In theory, .Net could displace Matlab or Python as the canonical platform for scientific researchers. And in theory Python could displace PHP as the canonical platform for classic CRUD web apps. In practice neither is likely to happen, no matter how much we might or might not wish it to.




I've been a Matlab user for 10 yrs, recently switched to python because of the increased flexibility. never going back to Matlab ever again. Python math and science libs can be a little rough around the edges, but the flexibility more than makes up for it for me.


I'm a Matlab user myself, but I try to use Ruby whenever possible if for nothing else but to just get away from all the god damned matrices. I didn't realize Python had similar capabilities, I look forward to trying it out. But does Python have "Index exceeds matrix dimensions." errors? I just can't imagine life without seeing a few of those every day. That said, the workspace is really handy, is there some equivalent GUI in Python?


Check out EPD: http://www.enthought.com/products/, particularly the ETS framework. It contains almost all the popular scientific/numeric libraries in python and is free for academic use (and much of it is open-source).
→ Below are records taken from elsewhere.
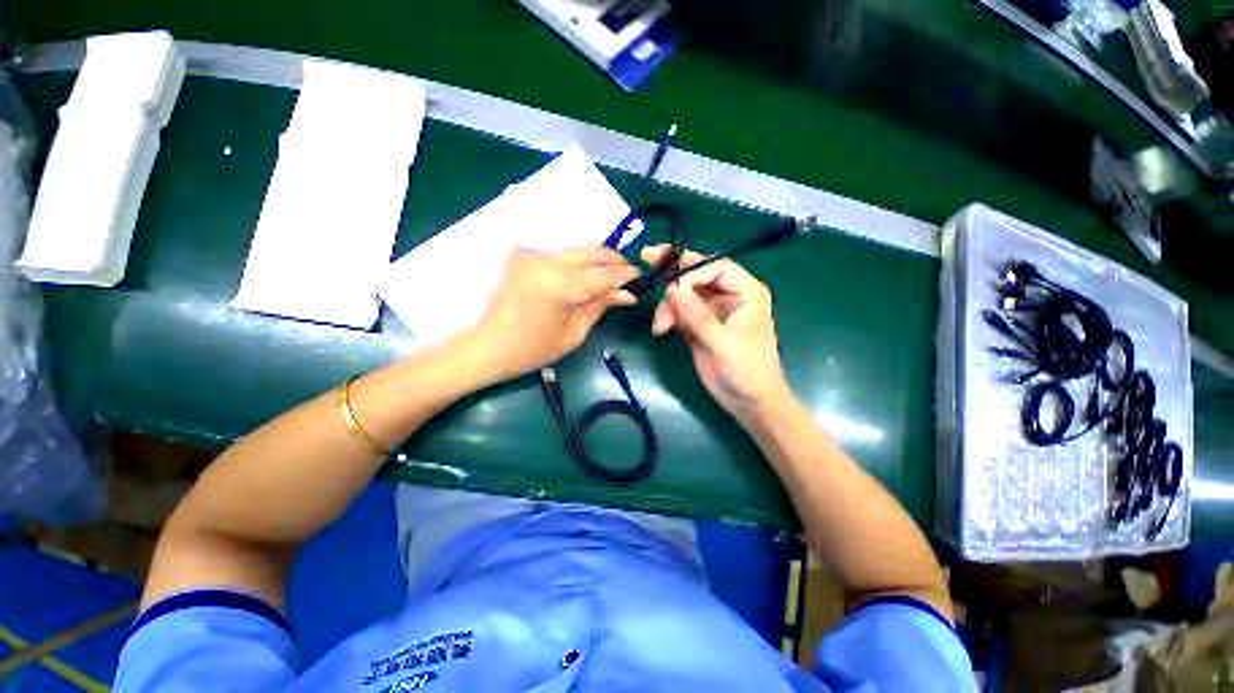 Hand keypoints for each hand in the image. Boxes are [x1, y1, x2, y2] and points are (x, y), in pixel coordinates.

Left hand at [474, 246, 638, 380]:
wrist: (485, 347)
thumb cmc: (532, 349)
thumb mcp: (574, 333)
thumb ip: (601, 306)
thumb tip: (627, 293)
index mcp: (560, 284)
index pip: (604, 274)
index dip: (624, 275)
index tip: (640, 277)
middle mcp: (546, 260)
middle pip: (591, 251)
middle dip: (613, 260)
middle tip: (627, 274)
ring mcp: (532, 255)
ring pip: (576, 250)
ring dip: (596, 260)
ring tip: (609, 275)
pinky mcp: (522, 256)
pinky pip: (559, 255)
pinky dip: (576, 262)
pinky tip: (583, 274)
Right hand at [642, 244, 792, 420]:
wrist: (749, 402)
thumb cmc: (747, 370)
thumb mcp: (723, 343)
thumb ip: (698, 316)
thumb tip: (674, 287)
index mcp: (745, 292)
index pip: (715, 267)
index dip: (691, 270)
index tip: (671, 286)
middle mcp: (728, 295)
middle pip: (697, 275)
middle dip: (673, 275)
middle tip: (646, 260)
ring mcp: (711, 310)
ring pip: (683, 294)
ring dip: (668, 306)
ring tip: (660, 327)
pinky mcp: (698, 325)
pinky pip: (679, 312)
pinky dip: (668, 317)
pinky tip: (661, 330) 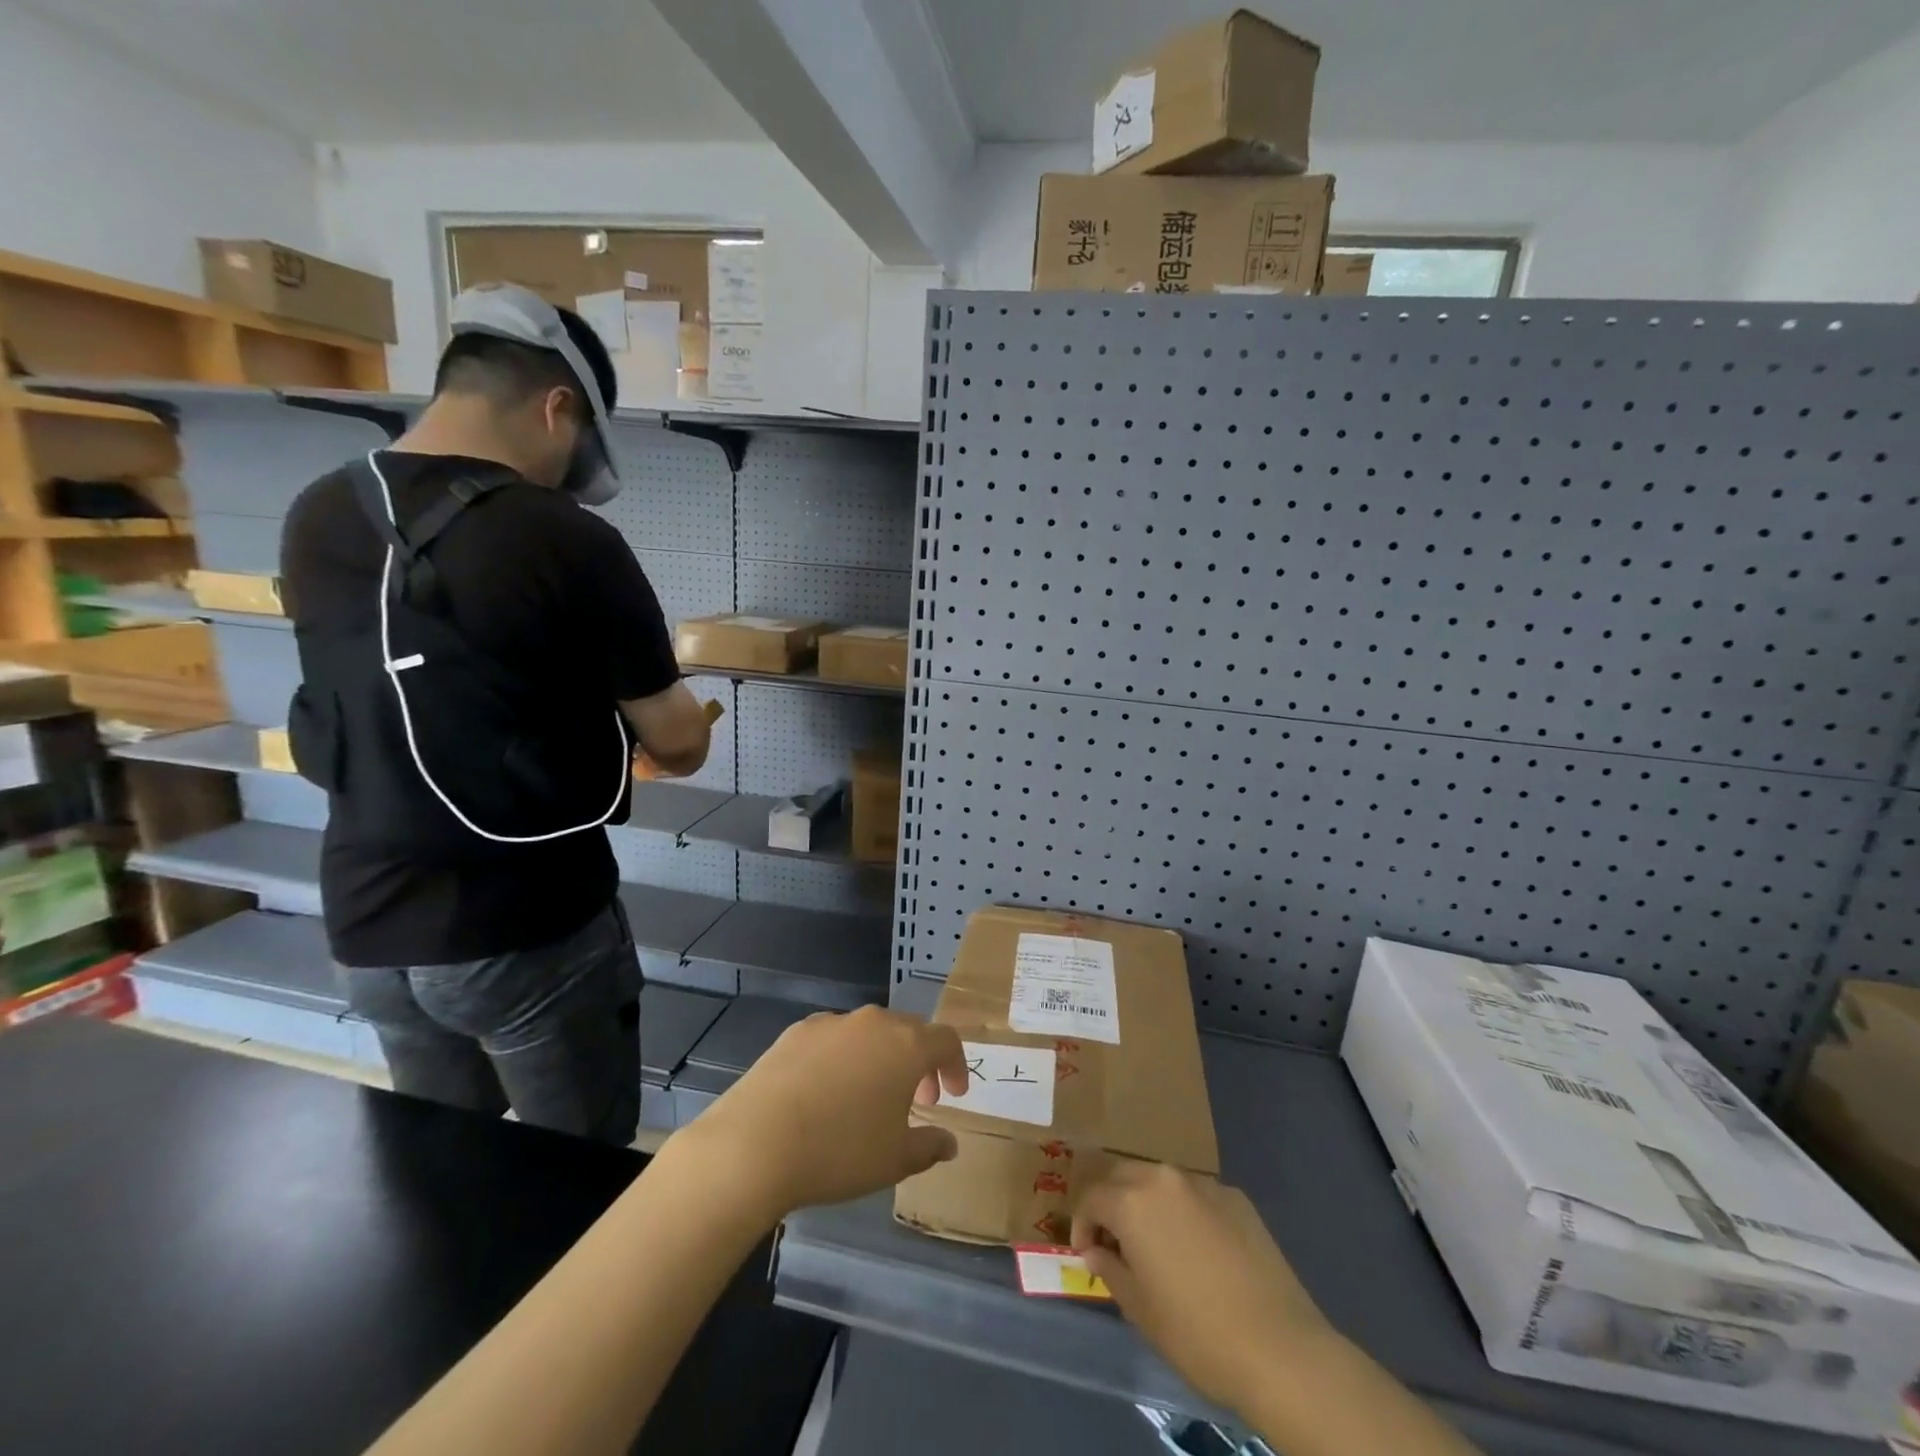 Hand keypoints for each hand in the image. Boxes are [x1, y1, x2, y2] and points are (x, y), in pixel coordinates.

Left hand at [683, 1006, 969, 1220]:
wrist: (756, 1142)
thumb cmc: (840, 1151)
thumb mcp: (894, 1160)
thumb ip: (929, 1146)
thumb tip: (949, 1142)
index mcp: (906, 1045)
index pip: (946, 1041)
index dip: (955, 1066)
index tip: (953, 1095)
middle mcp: (873, 1022)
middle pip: (909, 1030)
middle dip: (919, 1062)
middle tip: (917, 1099)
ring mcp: (832, 1023)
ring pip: (869, 1033)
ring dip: (880, 1058)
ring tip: (869, 1098)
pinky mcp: (796, 1032)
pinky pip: (833, 1039)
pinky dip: (843, 1059)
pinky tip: (827, 1093)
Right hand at [1072, 1162, 1334, 1415]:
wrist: (1280, 1348)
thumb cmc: (1196, 1333)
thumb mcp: (1140, 1310)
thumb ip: (1110, 1270)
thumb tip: (1098, 1251)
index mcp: (1132, 1201)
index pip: (1091, 1197)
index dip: (1082, 1224)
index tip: (1088, 1254)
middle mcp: (1163, 1179)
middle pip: (1123, 1176)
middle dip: (1111, 1203)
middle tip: (1115, 1242)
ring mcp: (1203, 1184)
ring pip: (1160, 1181)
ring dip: (1148, 1203)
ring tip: (1156, 1243)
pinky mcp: (1236, 1197)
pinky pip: (1196, 1195)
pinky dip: (1185, 1212)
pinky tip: (1199, 1250) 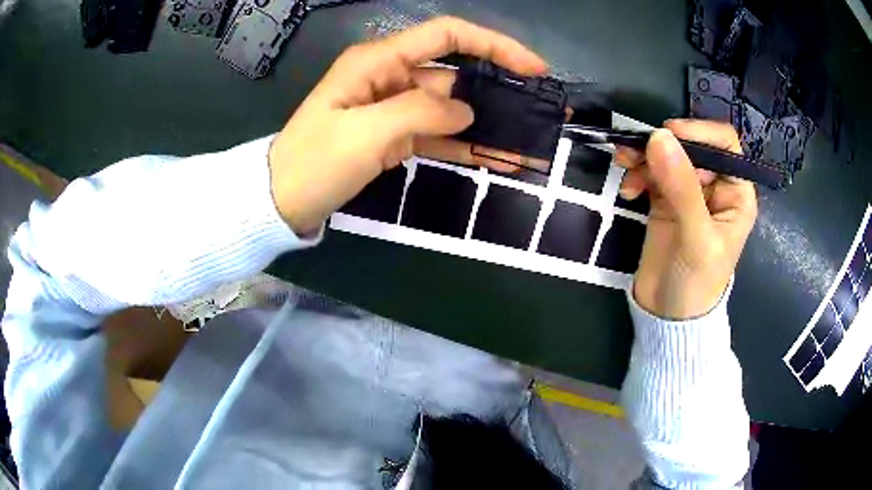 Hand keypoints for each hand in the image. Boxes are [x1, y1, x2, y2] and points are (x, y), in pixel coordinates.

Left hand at [268, 17, 546, 234]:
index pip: (446, 36)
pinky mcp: (393, 136)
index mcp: (379, 61)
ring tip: (526, 143)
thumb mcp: (365, 134)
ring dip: (486, 125)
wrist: (281, 202)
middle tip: (539, 111)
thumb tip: (466, 113)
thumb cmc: (314, 163)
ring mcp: (393, 108)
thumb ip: (420, 114)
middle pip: (455, 74)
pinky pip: (436, 135)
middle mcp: (390, 76)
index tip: (531, 68)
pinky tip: (494, 158)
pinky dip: (463, 146)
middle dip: (498, 90)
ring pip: (450, 109)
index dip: (493, 45)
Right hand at [615, 120, 757, 319]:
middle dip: (663, 145)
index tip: (667, 135)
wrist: (668, 316)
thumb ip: (682, 188)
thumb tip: (658, 137)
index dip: (699, 132)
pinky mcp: (665, 199)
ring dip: (644, 156)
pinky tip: (627, 190)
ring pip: (667, 154)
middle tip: (635, 152)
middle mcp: (714, 185)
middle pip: (691, 144)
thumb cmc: (696, 283)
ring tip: (624, 166)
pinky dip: (636, 173)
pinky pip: (650, 172)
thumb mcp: (696, 238)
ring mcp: (688, 190)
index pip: (724, 144)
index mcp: (735, 192) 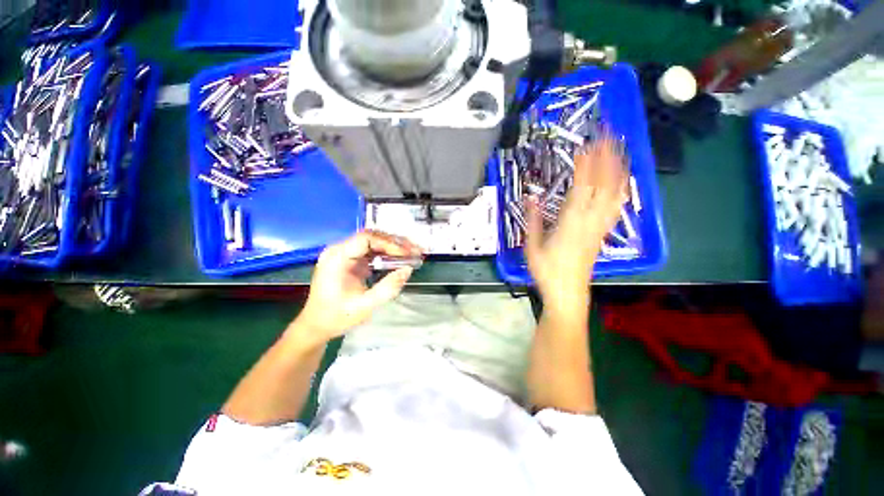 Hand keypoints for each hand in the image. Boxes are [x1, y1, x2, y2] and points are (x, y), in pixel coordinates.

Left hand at [297, 230, 421, 340]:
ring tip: (413, 252)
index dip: (389, 243)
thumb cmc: (337, 317)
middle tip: (416, 250)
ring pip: (374, 241)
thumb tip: (408, 269)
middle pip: (372, 237)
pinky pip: (372, 250)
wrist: (317, 325)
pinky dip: (387, 253)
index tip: (407, 254)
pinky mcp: (350, 259)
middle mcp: (339, 250)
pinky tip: (400, 258)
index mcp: (337, 258)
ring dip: (394, 246)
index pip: (366, 239)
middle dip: (396, 243)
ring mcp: (345, 254)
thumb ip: (388, 288)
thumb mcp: (365, 306)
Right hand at [525, 135, 626, 308]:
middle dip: (607, 157)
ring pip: (615, 192)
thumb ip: (533, 220)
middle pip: (604, 184)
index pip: (582, 187)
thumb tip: (530, 198)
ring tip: (620, 149)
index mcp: (571, 223)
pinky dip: (621, 188)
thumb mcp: (532, 245)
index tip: (585, 145)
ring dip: (618, 168)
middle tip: (608, 135)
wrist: (568, 291)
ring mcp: (600, 226)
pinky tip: (622, 179)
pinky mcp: (603, 232)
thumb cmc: (547, 270)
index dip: (585, 165)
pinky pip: (617, 206)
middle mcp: (591, 220) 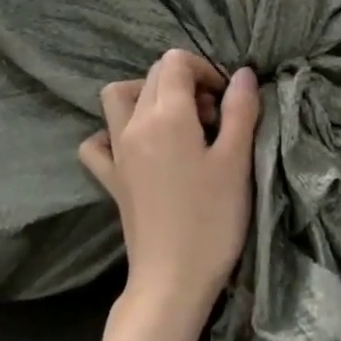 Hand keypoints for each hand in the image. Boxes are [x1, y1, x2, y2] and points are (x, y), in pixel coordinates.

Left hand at [79, 50, 260, 328]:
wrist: (173, 278)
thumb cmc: (213, 219)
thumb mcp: (236, 161)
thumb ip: (241, 111)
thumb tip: (242, 74)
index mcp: (166, 116)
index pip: (175, 62)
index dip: (206, 70)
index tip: (227, 101)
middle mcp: (133, 125)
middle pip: (151, 76)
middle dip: (185, 82)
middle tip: (214, 118)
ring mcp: (116, 152)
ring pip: (118, 98)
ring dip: (146, 96)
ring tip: (177, 122)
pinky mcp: (110, 179)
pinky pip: (98, 142)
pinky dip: (112, 133)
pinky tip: (137, 147) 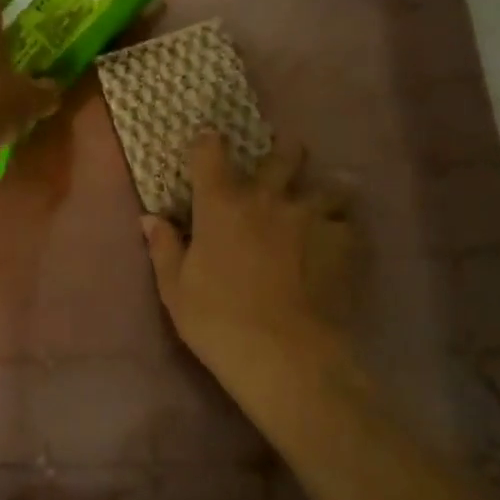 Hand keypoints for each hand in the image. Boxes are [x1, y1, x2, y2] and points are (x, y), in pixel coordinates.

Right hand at [143, 132, 356, 388]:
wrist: (285, 356)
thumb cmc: (219, 322)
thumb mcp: (176, 290)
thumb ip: (164, 248)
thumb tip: (150, 218)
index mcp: (221, 204)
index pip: (211, 152)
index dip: (209, 142)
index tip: (209, 143)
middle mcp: (268, 198)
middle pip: (283, 155)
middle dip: (284, 152)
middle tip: (284, 161)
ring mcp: (312, 216)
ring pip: (328, 185)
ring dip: (324, 190)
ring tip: (324, 201)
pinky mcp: (345, 242)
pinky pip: (349, 223)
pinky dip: (344, 228)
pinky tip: (341, 243) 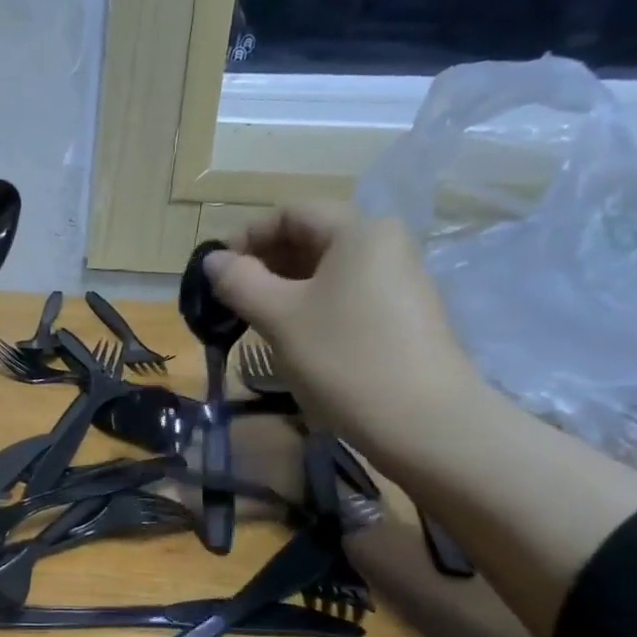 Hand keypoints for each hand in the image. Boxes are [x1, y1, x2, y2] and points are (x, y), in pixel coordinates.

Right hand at [204, 201, 479, 459]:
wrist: (423, 423)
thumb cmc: (344, 357)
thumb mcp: (279, 317)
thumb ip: (239, 281)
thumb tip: (213, 259)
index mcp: (359, 231)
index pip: (291, 213)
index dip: (247, 235)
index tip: (217, 272)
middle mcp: (384, 245)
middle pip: (311, 237)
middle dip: (264, 262)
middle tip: (230, 298)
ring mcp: (397, 282)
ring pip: (325, 270)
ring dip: (282, 287)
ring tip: (253, 319)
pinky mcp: (399, 316)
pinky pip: (343, 295)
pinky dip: (309, 306)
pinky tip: (291, 337)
(disclaimer - i work for Enthought).


As infinite8s points out, EPD from enthought is really quite nice.

Personally, I rather like Python XY ( http://www.pythonxy.com/ )though. It is totally free, open source, and for small little scripts I am a huge fan of the Spyder IDE. It lacks some of the features of bulkier IDEs so I also use Eclipse from time to time. But Spyder is light and much faster than Eclipse with every feature I would want when working on small projects that can be contained in just one or two files.


When I use certain tools, I just want them to be popular enough and couldn't care less about the "canonical" way of doing things.